1. PROCESO
El láser de fibra es una tecnología de manufactura avanzada que utiliza un haz de luz altamente concentrado para interactuar con el material de forma precisa, controlada y sin contacto mecánico.
El proceso de corte consiste en enfocar el haz láser sobre la superficie del material hasta alcanzar una densidad de energía suficiente para provocar su fusión o vaporización localizada. Simultáneamente, un gas asistente —como nitrógeno, oxígeno o aire comprimido— expulsa el material fundido de la ranura, generando un corte limpio, estrecho y con mínima zona afectada por el calor. Este proceso permite obtener geometrías complejas con alta precisión, excelente calidad de borde y repetibilidad industrial.

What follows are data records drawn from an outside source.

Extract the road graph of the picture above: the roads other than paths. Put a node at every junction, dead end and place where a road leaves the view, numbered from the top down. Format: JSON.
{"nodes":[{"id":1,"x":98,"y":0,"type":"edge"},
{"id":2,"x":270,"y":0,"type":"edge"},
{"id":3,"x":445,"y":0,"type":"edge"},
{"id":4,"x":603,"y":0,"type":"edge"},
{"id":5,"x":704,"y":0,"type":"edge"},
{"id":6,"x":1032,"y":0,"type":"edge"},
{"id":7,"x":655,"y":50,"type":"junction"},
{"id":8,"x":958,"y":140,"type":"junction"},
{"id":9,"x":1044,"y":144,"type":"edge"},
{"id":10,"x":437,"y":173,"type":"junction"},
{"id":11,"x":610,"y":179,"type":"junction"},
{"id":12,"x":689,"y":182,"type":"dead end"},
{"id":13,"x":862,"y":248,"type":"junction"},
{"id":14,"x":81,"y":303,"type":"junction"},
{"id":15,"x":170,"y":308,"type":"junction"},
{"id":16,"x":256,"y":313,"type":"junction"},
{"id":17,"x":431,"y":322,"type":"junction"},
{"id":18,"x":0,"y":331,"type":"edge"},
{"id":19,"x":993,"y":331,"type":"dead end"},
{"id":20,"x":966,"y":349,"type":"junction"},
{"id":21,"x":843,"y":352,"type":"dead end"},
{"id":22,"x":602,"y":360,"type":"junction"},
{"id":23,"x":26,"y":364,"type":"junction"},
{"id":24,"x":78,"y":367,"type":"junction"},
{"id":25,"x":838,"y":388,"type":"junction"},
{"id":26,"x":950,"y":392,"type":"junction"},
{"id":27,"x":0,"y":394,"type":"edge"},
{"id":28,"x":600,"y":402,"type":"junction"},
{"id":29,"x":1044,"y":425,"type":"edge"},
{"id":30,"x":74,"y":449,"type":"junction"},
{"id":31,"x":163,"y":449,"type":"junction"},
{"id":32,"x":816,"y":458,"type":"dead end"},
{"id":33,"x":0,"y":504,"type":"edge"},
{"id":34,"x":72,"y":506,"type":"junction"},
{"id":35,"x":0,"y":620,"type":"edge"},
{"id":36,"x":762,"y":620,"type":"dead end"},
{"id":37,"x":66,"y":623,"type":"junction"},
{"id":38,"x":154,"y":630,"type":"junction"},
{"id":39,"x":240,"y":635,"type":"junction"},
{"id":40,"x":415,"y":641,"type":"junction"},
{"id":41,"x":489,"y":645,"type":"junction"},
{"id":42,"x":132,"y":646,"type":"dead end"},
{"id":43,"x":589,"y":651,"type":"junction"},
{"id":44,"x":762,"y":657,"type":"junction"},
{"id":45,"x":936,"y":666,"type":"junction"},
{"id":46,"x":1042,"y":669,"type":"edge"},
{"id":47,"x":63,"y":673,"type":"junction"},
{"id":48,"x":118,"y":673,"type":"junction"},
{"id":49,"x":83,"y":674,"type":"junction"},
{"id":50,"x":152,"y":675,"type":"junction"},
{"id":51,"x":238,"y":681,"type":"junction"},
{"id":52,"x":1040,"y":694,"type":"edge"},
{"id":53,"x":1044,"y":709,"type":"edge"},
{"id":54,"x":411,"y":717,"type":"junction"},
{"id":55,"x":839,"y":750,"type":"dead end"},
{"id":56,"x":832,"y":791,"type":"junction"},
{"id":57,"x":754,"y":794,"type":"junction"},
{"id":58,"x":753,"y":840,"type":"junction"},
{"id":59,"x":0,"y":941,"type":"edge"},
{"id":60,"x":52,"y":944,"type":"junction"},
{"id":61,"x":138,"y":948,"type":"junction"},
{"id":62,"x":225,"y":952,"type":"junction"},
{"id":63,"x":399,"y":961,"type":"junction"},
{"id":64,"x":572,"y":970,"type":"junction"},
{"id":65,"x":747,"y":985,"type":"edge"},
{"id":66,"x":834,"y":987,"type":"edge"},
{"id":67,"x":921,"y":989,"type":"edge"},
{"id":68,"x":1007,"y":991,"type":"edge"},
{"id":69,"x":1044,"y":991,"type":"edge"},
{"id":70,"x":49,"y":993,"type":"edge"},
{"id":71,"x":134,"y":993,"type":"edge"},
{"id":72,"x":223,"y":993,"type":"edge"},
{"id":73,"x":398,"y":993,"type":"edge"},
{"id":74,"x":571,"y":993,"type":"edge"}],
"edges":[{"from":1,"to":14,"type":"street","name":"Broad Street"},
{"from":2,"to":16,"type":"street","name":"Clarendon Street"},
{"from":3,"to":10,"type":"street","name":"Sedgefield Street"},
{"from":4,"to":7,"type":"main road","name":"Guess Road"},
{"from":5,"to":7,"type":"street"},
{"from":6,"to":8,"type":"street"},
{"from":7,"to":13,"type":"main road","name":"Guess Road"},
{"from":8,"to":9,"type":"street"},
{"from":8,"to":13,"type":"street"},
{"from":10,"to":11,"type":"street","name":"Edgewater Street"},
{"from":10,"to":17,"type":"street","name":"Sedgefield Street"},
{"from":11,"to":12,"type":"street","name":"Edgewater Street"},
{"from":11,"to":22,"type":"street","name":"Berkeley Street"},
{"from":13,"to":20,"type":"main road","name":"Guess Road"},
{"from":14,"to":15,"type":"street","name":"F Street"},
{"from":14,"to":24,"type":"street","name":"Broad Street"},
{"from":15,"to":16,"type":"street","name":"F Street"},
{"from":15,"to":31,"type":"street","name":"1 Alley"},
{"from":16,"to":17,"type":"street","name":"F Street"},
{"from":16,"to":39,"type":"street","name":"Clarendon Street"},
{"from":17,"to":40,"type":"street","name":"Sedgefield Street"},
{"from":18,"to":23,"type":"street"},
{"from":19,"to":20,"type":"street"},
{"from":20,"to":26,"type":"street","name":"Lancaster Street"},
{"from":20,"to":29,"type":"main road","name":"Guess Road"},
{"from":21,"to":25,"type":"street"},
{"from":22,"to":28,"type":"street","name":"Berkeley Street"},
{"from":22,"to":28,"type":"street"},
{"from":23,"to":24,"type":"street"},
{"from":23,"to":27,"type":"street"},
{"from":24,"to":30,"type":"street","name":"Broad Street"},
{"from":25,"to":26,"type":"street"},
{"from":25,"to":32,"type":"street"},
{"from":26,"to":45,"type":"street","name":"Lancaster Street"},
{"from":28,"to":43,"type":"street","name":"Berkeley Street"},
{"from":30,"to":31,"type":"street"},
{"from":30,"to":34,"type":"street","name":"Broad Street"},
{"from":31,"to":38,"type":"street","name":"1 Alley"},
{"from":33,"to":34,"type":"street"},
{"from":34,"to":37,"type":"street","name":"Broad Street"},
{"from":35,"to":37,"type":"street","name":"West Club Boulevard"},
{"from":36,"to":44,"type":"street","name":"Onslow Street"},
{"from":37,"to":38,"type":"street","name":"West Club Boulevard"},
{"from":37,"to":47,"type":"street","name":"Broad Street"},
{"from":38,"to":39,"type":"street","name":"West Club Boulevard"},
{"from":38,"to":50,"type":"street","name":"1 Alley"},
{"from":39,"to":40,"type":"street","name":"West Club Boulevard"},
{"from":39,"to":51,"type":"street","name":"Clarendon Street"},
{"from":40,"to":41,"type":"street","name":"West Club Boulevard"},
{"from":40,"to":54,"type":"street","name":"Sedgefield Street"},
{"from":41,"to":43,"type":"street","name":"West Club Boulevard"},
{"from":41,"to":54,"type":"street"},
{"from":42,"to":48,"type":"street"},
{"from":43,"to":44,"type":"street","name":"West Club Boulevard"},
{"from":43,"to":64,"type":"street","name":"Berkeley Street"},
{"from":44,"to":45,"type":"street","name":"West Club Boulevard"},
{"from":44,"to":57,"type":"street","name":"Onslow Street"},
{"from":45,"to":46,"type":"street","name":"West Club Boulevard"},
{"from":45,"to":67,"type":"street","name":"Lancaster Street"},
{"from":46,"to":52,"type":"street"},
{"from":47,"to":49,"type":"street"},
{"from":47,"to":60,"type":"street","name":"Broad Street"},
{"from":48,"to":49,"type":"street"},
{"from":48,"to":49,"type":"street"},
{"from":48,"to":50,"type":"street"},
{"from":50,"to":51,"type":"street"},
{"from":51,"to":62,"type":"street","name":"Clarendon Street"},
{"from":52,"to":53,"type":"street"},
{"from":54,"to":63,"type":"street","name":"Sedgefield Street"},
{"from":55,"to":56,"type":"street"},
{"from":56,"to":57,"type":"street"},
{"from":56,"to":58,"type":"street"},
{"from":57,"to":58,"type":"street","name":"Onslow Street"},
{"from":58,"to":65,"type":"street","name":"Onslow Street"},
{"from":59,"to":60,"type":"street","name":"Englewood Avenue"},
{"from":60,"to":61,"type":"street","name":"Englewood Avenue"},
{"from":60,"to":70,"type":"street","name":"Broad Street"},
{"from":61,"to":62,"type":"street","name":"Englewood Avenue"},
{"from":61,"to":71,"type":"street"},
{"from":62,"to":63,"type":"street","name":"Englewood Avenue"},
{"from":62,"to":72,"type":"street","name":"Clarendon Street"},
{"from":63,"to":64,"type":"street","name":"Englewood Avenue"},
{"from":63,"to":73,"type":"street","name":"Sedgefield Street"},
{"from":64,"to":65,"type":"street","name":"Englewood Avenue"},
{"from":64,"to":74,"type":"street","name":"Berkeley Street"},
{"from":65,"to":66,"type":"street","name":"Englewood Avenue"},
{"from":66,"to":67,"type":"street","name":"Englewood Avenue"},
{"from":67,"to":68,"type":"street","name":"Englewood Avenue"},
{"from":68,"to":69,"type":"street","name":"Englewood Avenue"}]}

Por otro lado, el proceso de rayado, también conocido como marcado superficial o scoring, utiliza el mismo haz láser pero con parámetros controlados de potencia, velocidad y enfoque, de modo que no atraviesa completamente el material. En lugar de cortar, el láser modifica únicamente la capa superficial, generando una línea precisa que puede utilizarse como guía de plegado, referencia de ensamblaje, identificación o preparación para procesos posteriores.
Ambos procesos se caracterizan por su alta precisión, ausencia de desgaste de herramientas, mínima deformación mecánica y capacidad de automatización, lo que convierte al láser de fibra en una solución clave para la manufactura moderna, especialmente en la industria metalmecánica.